(Saved entries)
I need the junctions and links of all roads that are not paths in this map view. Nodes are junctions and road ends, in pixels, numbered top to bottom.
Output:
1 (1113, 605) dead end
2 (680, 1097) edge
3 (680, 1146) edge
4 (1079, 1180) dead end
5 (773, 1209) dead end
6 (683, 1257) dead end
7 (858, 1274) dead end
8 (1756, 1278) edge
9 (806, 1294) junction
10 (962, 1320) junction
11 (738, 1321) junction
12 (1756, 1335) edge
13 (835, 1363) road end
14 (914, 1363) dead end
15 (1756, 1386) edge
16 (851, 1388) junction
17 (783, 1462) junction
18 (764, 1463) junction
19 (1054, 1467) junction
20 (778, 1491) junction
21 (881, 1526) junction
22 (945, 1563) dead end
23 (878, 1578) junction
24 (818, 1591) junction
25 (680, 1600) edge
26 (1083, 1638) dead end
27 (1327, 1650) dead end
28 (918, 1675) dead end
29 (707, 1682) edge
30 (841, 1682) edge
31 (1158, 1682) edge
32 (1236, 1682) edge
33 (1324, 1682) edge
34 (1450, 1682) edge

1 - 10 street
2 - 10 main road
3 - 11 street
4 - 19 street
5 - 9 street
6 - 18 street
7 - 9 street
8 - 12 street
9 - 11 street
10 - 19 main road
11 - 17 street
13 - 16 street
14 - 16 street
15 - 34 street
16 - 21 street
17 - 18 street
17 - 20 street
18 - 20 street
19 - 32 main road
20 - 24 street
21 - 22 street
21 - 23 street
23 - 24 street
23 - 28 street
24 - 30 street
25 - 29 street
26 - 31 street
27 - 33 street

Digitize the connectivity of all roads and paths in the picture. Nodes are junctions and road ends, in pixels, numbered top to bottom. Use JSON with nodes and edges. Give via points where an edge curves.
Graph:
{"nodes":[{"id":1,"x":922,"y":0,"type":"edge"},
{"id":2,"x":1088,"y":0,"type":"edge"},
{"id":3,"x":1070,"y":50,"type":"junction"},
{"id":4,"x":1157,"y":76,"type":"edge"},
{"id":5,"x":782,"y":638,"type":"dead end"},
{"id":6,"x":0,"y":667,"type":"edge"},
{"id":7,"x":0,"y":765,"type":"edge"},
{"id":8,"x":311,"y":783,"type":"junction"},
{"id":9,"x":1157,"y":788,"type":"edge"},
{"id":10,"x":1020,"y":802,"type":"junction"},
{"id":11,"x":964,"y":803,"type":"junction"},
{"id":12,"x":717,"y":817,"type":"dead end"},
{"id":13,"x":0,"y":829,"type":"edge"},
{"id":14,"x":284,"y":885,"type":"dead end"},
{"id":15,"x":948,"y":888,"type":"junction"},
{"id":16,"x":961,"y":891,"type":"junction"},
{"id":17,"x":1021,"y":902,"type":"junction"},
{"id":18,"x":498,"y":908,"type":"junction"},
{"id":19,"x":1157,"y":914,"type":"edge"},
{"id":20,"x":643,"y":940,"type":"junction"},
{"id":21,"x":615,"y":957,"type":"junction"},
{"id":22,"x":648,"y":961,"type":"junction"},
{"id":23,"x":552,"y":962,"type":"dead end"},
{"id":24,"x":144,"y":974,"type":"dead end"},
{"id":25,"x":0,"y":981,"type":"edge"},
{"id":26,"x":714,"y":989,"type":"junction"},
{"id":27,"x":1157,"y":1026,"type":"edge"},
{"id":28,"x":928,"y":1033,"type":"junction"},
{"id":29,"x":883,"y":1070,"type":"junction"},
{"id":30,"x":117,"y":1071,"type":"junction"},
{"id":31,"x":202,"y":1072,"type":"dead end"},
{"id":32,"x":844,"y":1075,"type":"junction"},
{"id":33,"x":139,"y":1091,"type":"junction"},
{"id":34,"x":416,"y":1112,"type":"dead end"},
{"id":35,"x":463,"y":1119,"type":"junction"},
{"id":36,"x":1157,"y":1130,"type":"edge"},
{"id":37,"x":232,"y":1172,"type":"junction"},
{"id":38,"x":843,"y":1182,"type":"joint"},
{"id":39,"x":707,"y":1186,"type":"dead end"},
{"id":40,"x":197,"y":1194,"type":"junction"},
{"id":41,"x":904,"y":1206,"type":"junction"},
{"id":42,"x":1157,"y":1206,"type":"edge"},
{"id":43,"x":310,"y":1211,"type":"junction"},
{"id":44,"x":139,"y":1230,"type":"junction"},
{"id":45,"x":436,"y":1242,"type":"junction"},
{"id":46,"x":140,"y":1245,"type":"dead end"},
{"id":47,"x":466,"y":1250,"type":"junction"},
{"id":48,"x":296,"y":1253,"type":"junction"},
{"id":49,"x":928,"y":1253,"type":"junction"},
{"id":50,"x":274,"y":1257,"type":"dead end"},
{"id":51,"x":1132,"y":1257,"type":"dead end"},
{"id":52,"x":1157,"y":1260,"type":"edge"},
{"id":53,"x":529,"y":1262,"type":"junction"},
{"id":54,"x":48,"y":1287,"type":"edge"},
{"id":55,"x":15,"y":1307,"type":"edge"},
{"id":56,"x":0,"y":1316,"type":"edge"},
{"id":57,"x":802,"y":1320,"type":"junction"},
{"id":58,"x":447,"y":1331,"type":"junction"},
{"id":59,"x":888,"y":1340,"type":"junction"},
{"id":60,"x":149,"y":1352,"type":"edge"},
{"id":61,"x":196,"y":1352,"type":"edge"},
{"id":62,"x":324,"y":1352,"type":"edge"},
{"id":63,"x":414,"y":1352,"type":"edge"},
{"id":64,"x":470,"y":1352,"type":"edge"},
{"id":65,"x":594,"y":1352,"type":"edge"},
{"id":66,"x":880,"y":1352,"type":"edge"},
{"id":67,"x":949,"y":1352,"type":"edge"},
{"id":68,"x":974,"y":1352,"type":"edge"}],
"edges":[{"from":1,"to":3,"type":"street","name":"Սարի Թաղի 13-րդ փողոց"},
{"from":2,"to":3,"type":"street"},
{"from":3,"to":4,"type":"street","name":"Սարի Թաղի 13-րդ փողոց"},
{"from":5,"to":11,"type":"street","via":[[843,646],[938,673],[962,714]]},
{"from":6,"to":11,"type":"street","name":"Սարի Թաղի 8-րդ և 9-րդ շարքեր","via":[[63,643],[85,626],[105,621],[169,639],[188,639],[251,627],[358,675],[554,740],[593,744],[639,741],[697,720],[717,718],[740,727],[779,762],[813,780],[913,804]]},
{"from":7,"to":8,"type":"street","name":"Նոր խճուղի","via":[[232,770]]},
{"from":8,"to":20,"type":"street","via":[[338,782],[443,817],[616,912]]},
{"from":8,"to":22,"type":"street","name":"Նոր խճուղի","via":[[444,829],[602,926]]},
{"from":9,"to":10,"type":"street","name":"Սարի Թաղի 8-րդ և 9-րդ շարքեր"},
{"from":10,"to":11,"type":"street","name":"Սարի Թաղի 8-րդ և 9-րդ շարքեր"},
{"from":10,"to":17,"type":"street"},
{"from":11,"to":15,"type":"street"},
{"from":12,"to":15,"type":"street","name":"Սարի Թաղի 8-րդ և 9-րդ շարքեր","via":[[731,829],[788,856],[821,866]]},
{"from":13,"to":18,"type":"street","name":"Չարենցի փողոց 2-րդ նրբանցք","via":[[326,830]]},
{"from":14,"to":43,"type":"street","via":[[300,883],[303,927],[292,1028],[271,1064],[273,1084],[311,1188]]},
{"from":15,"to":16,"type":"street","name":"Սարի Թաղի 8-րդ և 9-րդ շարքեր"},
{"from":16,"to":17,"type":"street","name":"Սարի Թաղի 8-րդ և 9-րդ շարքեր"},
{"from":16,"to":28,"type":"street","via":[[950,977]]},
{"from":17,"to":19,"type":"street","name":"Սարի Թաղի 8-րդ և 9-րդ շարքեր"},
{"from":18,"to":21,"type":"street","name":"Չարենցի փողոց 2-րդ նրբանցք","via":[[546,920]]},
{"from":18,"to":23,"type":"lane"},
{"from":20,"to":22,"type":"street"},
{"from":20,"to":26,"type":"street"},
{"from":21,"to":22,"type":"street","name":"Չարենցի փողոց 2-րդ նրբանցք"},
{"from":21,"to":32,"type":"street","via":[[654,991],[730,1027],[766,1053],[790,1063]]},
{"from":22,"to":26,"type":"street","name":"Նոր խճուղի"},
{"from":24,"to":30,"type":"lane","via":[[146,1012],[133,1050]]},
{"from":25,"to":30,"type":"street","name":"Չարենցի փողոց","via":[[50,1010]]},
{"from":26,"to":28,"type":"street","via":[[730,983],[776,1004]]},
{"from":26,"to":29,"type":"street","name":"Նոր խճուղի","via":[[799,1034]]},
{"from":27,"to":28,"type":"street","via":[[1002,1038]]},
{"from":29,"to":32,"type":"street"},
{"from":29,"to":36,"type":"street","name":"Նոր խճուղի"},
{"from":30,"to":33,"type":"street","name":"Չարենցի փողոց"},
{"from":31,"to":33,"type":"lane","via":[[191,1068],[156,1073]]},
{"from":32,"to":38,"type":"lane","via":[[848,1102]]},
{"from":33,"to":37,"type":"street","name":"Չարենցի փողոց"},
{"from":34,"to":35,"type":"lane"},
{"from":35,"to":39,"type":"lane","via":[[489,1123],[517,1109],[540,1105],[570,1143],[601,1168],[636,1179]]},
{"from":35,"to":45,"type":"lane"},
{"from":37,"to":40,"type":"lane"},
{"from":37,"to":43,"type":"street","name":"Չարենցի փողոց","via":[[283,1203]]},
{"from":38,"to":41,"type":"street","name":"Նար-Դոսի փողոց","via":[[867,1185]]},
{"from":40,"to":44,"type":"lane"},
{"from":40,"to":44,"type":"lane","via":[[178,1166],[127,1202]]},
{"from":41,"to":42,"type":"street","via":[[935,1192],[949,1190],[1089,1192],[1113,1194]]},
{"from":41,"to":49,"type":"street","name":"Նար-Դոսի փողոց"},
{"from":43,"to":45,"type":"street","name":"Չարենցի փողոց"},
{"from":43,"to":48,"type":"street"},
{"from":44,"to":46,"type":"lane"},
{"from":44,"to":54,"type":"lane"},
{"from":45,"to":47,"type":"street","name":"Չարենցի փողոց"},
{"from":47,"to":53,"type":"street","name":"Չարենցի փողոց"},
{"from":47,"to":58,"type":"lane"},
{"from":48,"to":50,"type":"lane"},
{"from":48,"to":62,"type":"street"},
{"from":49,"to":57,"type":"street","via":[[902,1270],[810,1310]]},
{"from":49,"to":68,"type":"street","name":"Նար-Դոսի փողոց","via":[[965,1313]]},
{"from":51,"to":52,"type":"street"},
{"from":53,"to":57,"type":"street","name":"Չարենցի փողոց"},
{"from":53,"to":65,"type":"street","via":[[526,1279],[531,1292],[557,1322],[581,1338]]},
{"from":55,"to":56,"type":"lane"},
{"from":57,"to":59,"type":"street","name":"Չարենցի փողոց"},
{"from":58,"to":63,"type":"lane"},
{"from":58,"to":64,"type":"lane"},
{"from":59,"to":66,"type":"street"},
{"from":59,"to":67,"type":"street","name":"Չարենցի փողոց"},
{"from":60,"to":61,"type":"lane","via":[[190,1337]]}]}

[Problem requirements]
Read the entries above and find each line holding the word "road". Copy it out.

[Solution to the exercise]
I need the junctions and links of all roads that are not paths in this map view. Nodes are junctions and road ends, in pixels, numbered top to bottom.
13 (835, 1363) road end
2 - 10 main road
10 - 19 main road
19 - 32 main road
Digitize the connectivity of all roads and paths in the picture. Nodes are junctions and road ends, in pixels, numbered top to bottom. Use JSON with nodes and edges. Give via points where an edge curves.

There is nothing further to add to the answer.